* _Assignment_: Return every entry in the listing word for word.

* _Task data_:
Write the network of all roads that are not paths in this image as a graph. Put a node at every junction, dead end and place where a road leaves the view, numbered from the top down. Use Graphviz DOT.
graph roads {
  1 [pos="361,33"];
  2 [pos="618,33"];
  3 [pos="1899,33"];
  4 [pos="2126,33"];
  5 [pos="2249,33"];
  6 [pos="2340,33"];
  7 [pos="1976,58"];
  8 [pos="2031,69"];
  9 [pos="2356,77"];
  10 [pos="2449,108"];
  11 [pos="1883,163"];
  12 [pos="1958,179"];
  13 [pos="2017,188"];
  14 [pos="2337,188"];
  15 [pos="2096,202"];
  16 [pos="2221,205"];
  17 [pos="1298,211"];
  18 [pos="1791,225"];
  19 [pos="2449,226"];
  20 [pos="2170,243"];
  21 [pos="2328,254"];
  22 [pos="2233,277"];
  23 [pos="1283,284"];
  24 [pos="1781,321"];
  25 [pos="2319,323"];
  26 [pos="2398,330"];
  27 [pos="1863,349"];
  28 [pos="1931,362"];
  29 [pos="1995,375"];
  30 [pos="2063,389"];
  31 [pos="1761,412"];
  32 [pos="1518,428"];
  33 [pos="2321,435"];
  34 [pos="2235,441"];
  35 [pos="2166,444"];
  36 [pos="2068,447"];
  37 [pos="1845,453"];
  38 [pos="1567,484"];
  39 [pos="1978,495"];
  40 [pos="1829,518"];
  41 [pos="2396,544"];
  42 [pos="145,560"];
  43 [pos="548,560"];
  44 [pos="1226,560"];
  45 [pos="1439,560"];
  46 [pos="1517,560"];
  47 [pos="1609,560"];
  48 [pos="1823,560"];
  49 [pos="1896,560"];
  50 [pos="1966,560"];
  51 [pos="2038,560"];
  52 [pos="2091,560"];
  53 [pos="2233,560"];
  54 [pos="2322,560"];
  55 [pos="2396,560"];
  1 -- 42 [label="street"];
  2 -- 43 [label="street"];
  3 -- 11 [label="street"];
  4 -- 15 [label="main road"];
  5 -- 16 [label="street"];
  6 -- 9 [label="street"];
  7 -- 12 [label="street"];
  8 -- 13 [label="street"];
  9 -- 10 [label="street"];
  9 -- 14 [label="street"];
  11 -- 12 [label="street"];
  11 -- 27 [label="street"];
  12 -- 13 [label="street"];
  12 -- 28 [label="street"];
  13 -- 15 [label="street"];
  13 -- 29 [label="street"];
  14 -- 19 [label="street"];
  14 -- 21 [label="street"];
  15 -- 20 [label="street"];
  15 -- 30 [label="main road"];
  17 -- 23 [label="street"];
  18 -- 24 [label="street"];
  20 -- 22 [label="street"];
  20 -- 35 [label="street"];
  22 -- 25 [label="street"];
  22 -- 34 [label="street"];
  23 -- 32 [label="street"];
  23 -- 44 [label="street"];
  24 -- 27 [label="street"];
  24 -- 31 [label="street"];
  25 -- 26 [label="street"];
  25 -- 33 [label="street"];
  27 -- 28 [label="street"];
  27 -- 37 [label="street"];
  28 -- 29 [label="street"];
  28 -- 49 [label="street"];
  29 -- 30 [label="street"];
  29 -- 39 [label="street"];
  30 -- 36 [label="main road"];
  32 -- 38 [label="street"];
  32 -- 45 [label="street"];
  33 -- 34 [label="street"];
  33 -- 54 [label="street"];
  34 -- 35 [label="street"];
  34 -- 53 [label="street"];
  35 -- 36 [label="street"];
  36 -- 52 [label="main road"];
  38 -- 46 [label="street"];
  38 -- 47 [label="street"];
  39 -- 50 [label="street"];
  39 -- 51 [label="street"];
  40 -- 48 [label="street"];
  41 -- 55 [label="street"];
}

* _Response to the task_:
Write the network of all roads that are not paths in this image as a graph. Put a node at every junction, dead end and place where a road leaves the view, numbered from the top down. Use Graphviz DOT.
graph roads {
  1 [pos="361,33"];
  2 [pos="618,33"];
  3 [pos="1899,33"];
  4 [pos="2126,33"];
  5 [pos="2249,33"];
  6 [pos="2340,33"];
  7 [pos="1976,58"];
  8 [pos="2031,69"];
  9 [pos="2356,77"];
  10 [pos="2449,108"];
  11 [pos="1883,163"];
  12 [pos="1958,179"];
  13 [pos="2017,188"];
  14 [pos="2337,188"];
  15 [pos="2096,202"];
  16 [pos="2221,205"];
  17 [pos="1298,211"];
  18 [pos="1791,225"];
  19 [pos="2449,226"];
  20 [pos="2170,243"];
  21 [pos="2328,254"];
  22 [pos="2233,277"];
  23 [pos="1283,284"];
  24 [pos="1781,321"];
  25 [pos="2319,323"];
  26 [pos="2398,330"];
  27 [pos="1863,349"];
  28 [pos="1931,362"];
  29 [pos="1995,375"];
  30 [pos="2063,389"];
  31 [pos="1761,412"];
  32 [pos="1518,428"];
  33 [pos="2321,435"];
  34 [pos="2235,441"];
  35 [pos="2166,444"];
  36 [pos="2068,447"];
  37 [pos="1845,453"];
  38 [pos="1567,484"];
  39 [pos="1978,495"];
  40 [pos="1829,518"];
  41 [pos="2396,544"];
  42 [pos="145,560"];
  43 [pos="548,560"];
  44 [pos="1226,560"];
  45 [pos="1439,560"];
  46 [pos="1517,560"];
  47 [pos="1609,560"];
  48 [pos="1823,560"];
  49 [pos="1896,560"];
  50 [pos="1966,560"];
  51 [pos="2038,560"];
  52 [pos="2091,560"];
  53 [pos="2233,560"];
  54 [pos="2322,560"];
  55 [pos="2396,560"];
  1 -- 42 [label="street"];
  2 -- 43 [label="street"];
  3 -- 11 [label="street"];
  4 -- 15 [label="main road"];
  5 -- 16 [label="street"];
  6 -- 9 [label="street"];
  7 -- 12 [label="street"];
  8 -- 13 [label="street"];
  9 -- 10 [label="street"];
  9 -- 14 [label="street"];
  11 -- 12 [label="street"];
  11 -- 27 [label="street"];
  12 -- 13 [label="street"];
  12 -- 28 [label="street"];
  13 -- 15 [label="street"];
  13 -- 29 [label="street"];
  14 -- 19 [label="street"];
  14 -- 21 [label="street"];
  15 -- 20 [label="street"];
  15 -- 30 [label="main road"];
  17 -- 23 [label="street"];
  18 -- 24 [label="street"];
  20 -- 22 [label="street"];
  20 -- 35 [label="street"];
  22 -- 25 [label="street"];
  22 -- 34 [label="street"];
  23 -- 32 [label="street"];
  23 -- 44 [label="street"];
  24 -- 27 [label="street"];
  24 -- 31 [label="street"];
  25 -- 26 [label="street"];
  25 -- 33 [label="street"];
  27 -- 28 [label="street"];
  27 -- 37 [label="street"];
  28 -- 29 [label="street"];
  28 -- 49 [label="street"];
  29 -- 30 [label="street"];
  29 -- 39 [label="street"];
  30 -- 36 [label="main road"];
  32 -- 38 [label="street"];
  32 -- 45 [label="street"];
  33 -- 34 [label="street"];
  33 -- 54 [label="street"];
  34 -- 35 [label="street"];
  34 -- 53 [label="street"];
  35 -- 36 [label="street"];
  36 -- 52 [label="main road"];
  38 -- 46 [label="street"];
  38 -- 47 [label="street"];
  39 -- 50 [label="street"];
  39 -- 51 [label="street"];
  40 -- 48 [label="street"];
  41 -- 55 [label="street"];
}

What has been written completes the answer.